[Dataset records]

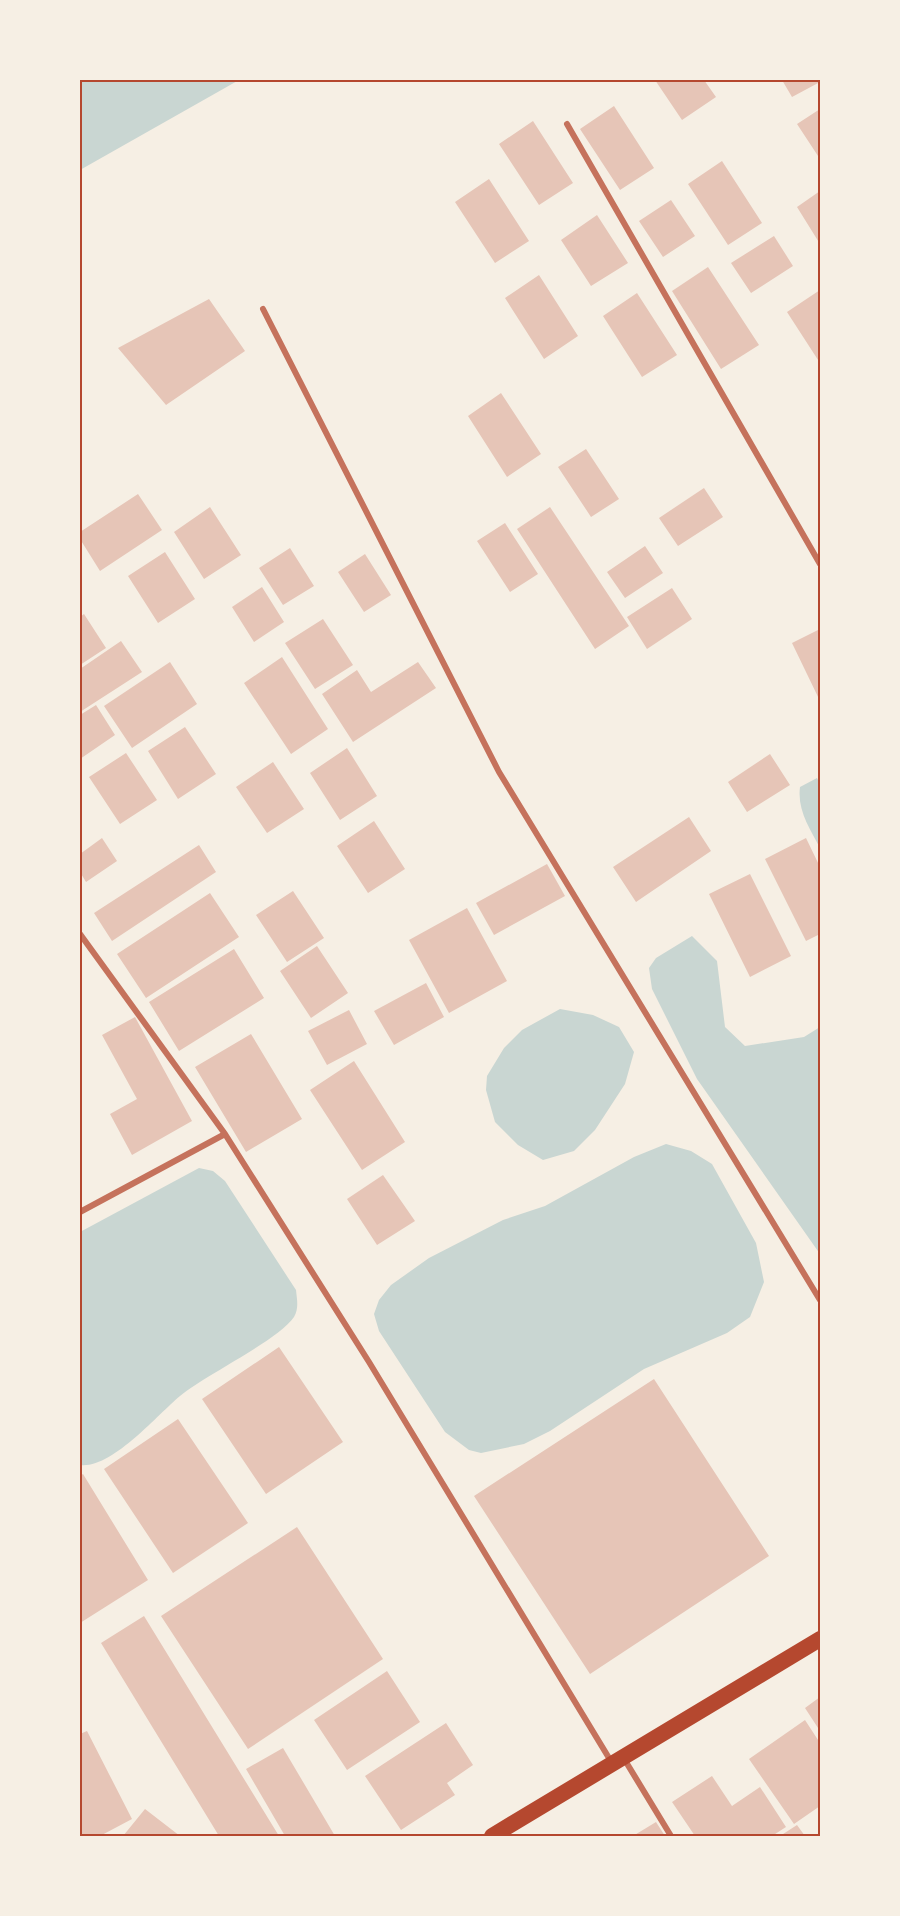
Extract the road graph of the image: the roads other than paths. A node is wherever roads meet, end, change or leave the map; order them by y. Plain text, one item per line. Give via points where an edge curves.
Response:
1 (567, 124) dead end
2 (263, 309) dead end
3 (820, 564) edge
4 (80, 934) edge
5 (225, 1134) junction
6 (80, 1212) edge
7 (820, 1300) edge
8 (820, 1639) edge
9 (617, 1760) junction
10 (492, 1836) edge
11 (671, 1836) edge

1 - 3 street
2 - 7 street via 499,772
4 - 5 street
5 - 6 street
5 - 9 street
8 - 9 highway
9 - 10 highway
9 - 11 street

[/Dataset records]

Task item: Once the pictures are removed, return the entries exactly as they stand.

Solution to the exercise:
Extract the road graph of the image: the roads other than paths. A node is wherever roads meet, end, change or leave the map; order them by y. Plain text, one item per line. Give via points where an edge curves.
Response:
1 (567, 124) dead end
2 (263, 309) dead end
3 (820, 564) edge
4 (80, 934) edge
5 (225, 1134) junction
6 (80, 1212) edge
7 (820, 1300) edge
8 (820, 1639) edge
9 (617, 1760) junction
10 (492, 1836) edge
11 (671, 1836) edge

1 - 3 street
2 - 7 street via 499,772
4 - 5 street
5 - 6 street
5 - 9 street
8 - 9 highway
9 - 10 highway
9 - 11 street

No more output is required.